«La Mère promise» de Habid Mazini : Terre, mère et sein : retrouvailles jubilatoires

Mercredi 26 Octobre 2011

L’auteur du « Jardinier du désert » et du « Complexe du hérisson » nous revient avec un nouveau roman : La Mère promise, paru aux éditions Marsam. Le livre tranche avec les précédents tant par la forme que par le contenu. L’auteur a opté pour la halka, comme forme, ce qui  permet  de bienveillantes audaces. Il ne s’agit pas de n’importe quelles halkas, celle de Mazini se veut savante  et studieuse. On n’y perd pas son temps, l’individu est acteur et  apporte sa part à la structure romanesque. On participe au déroulement de l’histoire, du début jusqu’à la fin, n’hésitant pas à contredire le conteur pour imposer sa version des faits.  Interpellé, défié, le public échafaude la trame, introduit ou évince des personnages. Roman interactif où les voix  se multiplient et s’apostrophent dans un souci d’éthique et d’esthétique. Par moments, la scène s’apparente à un divan où l’on confie ou dénonce tabou et interdit. Pour ce qui est du fond, l’auteur nous invite à une quête, aux relents psychanalytiques, dans une ville inféodée aux caprices d’une population écartelée entre les ambitions de sa modernité et ses traditions, les premières générant incertitude et contrariété pendant que les secondes rassurent et confortent.

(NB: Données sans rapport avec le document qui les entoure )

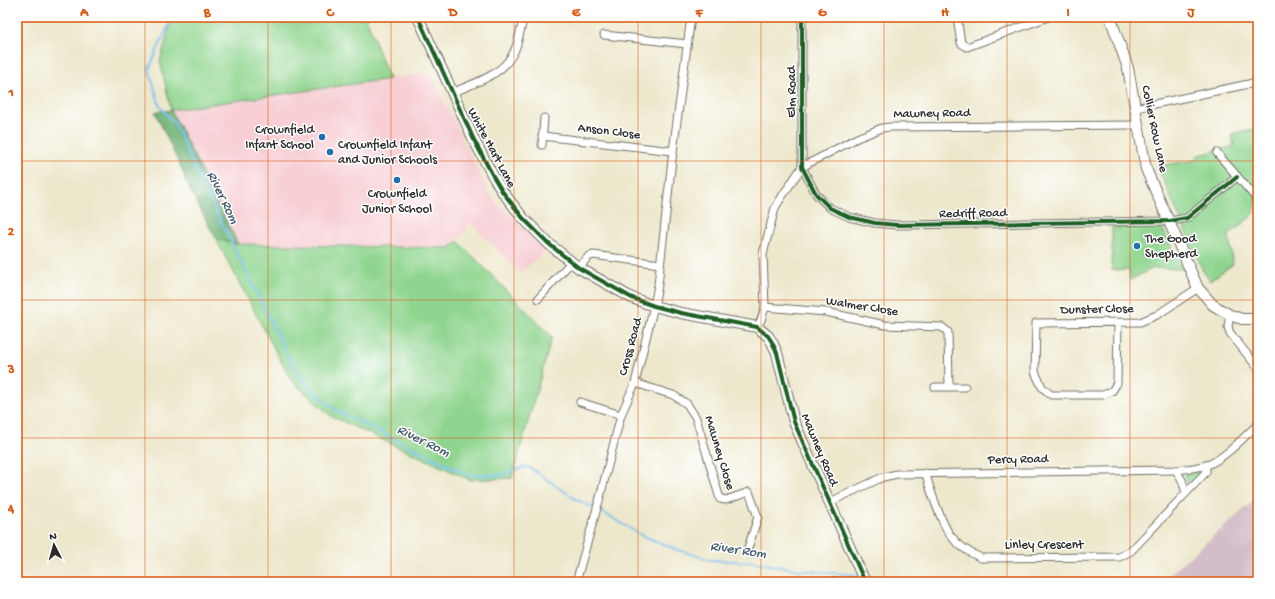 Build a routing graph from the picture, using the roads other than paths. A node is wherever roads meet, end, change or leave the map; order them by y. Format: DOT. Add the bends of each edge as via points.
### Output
graph roads {
  1 [pos="418,17"];
  2 [pos="524,17"];
  3 [pos="691,17"];
  4 [pos="802,17"];
  5 [pos="957,17"];
  6 [pos="1048,17"];
  7 [pos="1110,17"];
  8 [pos="604,35"];
  9 [pos="687,44"];
  10 [pos="1258,82"];
  11 [pos="452,93"];
  12 [pos="1136,108"];
  13 [pos="544,118"];
  14 [pos="1138,125"];
  15 [pos="542,136"];
  16 [pos="542,145"];
  17 [pos="673,151"];
  18 [pos="1216,154"];
  19 [pos="802,167"];
  20 [pos="1237,177"];
  21 [pos="1256,198"];
  22 [pos="1170,221"];
  23 [pos="660,264"];
  24 [pos="575,265"];
  25 [pos="1198,288"];
  26 [pos="538,299"];
  27 [pos="654,306"];
  28 [pos="765,307"];
  29 [pos="1230,315"];
  30 [pos="1258,319"];
  31 [pos="1118,323"];
  32 [pos="757,327"];
  33 [pos="1258,368"];
  34 [pos="635,383"];
  35 [pos="949,386"];
  36 [pos="935,387"];
  37 [pos="965,387"];
  38 [pos="580,402"];
  39 [pos="621,415"];
  40 [pos="1258,424"];
  41 [pos="1209,464"];
  42 [pos="1176,470"];
  43 [pos="926,473"];
  44 [pos="1186,493"];
  45 [pos="830,502"];
  46 [pos="747,551"];
  47 [pos="863,577"];
  48 [pos="576,582"];
  49 [pos="825,582"];
  1 -- 11 [label="street, White Hart Lane"];
  2 -- 11 [label="street" via="516,48 504,66 492,76"];
  3 -- 9 [label="street, Cross Road"];
  4 -- 19 [label="street, Elm Road"];
  5 -- 6 [label="street" via="961,43 968,46"];
  7 -- 12 [label="street, Collier Row Lane" via="1128,68"];
  8 -- 9 [label="street"];
  9 -- 17 [label="street, Cross Road"];
  10 -- 12 [label="street"];
  11 -- 24 [label="street, White Hart Lane" via="502,191 523,218"];
  12 -- 14 [label="street, Collier Row Lane"];
  13 -- 15 [label="street"];
  14 -- 19 [label="street, Mawney Road" via="882,128"];
  14 -- 22 [label="street, Collier Row Lane" via="1146,169"];
  15 -- 16 [label="street"];
  15 -- 17 [label="street, Anson Close"];
  17 -- 23 [label="street, Cross Road"];
  18 -- 20 [label="street"];
  19 -- 22 [label="street, Redriff Road" via="816,194 830,208 849,217 875,223 897,225"];
  19 -- 28 [label="street, Mawney Road" via="775,208 763,254"];
  20 -- 21 [label="street"];
  20 -- 22 [label="street, Redriff Road" via="1187,218"];
  22 -- 25 [label="street, Collier Row Lane"];
  23 -- 24 [label="street" via="593,255"];
  23 -- 27 [label="street, Cross Road"];
  24 -- 26 [label="street"];
  24 -- 27 [label="street, White Hart Lane" via="632,298"];
  25 -- 29 [label="street, Collier Row Lane" via="1214,305"];
  25 -- 31 [label="street, Dunster Close" via="1157,315 1140,322"];
  27 -- 32 [label="street, White Hart Lane"];
  27 -- 34 [label="street, Cross Road"];
  28 -- 32 [label="street, Mawney Road"];
  28 -- 35 [label="street, Walmer Close" via="826,312 885,325 942,327 948,332"];
  29 -- 30 [label="street, Collier Row Lane" via="1242,319"];
  29 -- 33 [label="street" via="1230,333"];
  31 -- 31 [label="street, Dunster Close" via="1036,323 1035,372 1042,387 1051,395 1103,395 1112,391 1117,383"];
  32 -- 45 [label="street, Mawney Road" via="768,336 777,353 794,422"];
  34 -- 39 [label="street, Cross Road"];
  34 -- 46 [label="street, Mawney Close" via="673,395 687,404 696,418 720,499 726,500 749,492 758,517"];
  35 -- 36 [label="street"];
  35 -- 37 [label="street"];
  38 -- 39 [label="street"];
  39 -- 48 [label="street, Cross Road"];
  40 -- 41 [label="street, Linley Crescent" via="1220,458"];
  41 -- 42 [label="street, Percy Road"];
  41 -- 44 [label="street, Linley Crescent" via="1206,472"];
  42 -- 43 [label="street, Percy Road"];
  42 -- 44 [label="street"];
  43 -- 44 [label="street, Linley Crescent" via="951,536 968,551 981,558 1119,557 1131,551"];
  43 -- 45 [label="street, Percy Road" via="883,477"];
  45 -- 47 [label="street, Mawney Road"];
  47 -- 49 [label="street" via="860,581"];
}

Le roman conte le retour au Maroc du jeune Driss, orphelin et quasi autiste. Il est grutier à Marseille, c’est dire si son métier le condamne à une solitude qu’il affectionne particulièrement tant elle le prémunit de l’Autre et de son enfer. Son retour au pays pour raison professionnelle exhume de profonds sentiments jusque-là jamais éprouvés. Dans un même élan, il découvre le Maroc et Malika par le hasard d’un bref contact dans un bus bondé. Précisément le sein gauche et sa divine sève blanche qu’il effleure de ses lèvres. Envoûté, le jeune Driss s’en va à sa recherche et hante les maternités, les hôpitaux et autres refuges pour jeunes mères en détresse. Ses intrusions lui valent le courroux populaire et, une fois le crime commis,  l’étiquette d’ennemi public.
Le sein gauche si présent dans la peinture fascine l’auteur. Pas le sein érotisé et servi en pâture à d’éventuelles perversités. L’auteur convoque Klimt et Schiele en appui de sa quête, deux artistes aux nus torturés et suppliciés. Il leur emprunte leurs modèles, des femmes au look morbide, certainement pas annonciatrices du plaisir. A la littérature américaine si présente dans ses précédents romans, il fait un clin d’œil au travers du grand Philippe Roth dont il évoque les sombres réflexions sur les métamorphoses du corps féminin (le sein et la bête se meurt). Chez Driss, le sein est révélateur d’un profond désir qui émerge progressivement jusqu’à prendre forme : la quête de la mère. En vérité, le roman se veut un éloge de la relation humaine qui se manifeste par la découverte des gens dans un Casablanca dense et peuplé. Ce sont des retrouvailles avec le sol marocain et ses habitants, quant au sein dont la sève enclenche le processus, il est prétexte à la quête et à l’hommage de la féminité. Le roman interpelle. Par-delà ses références littéraires et picturales, il promène l’auteur dans les chemins sinueux d’un jeune innocent épris de contact. Il chante le corps féminin, c’est même son fil d’Ariane pour explorer la nature humaine complexe et précaire.     
Par son sujet, que d’aucuns qualifient déjà de freudien, le roman est singulier. C’est aussi l’occasion d’explorer la thématique : femme-mère, ô combien conflictuelle pour nous autres Méditerranéens.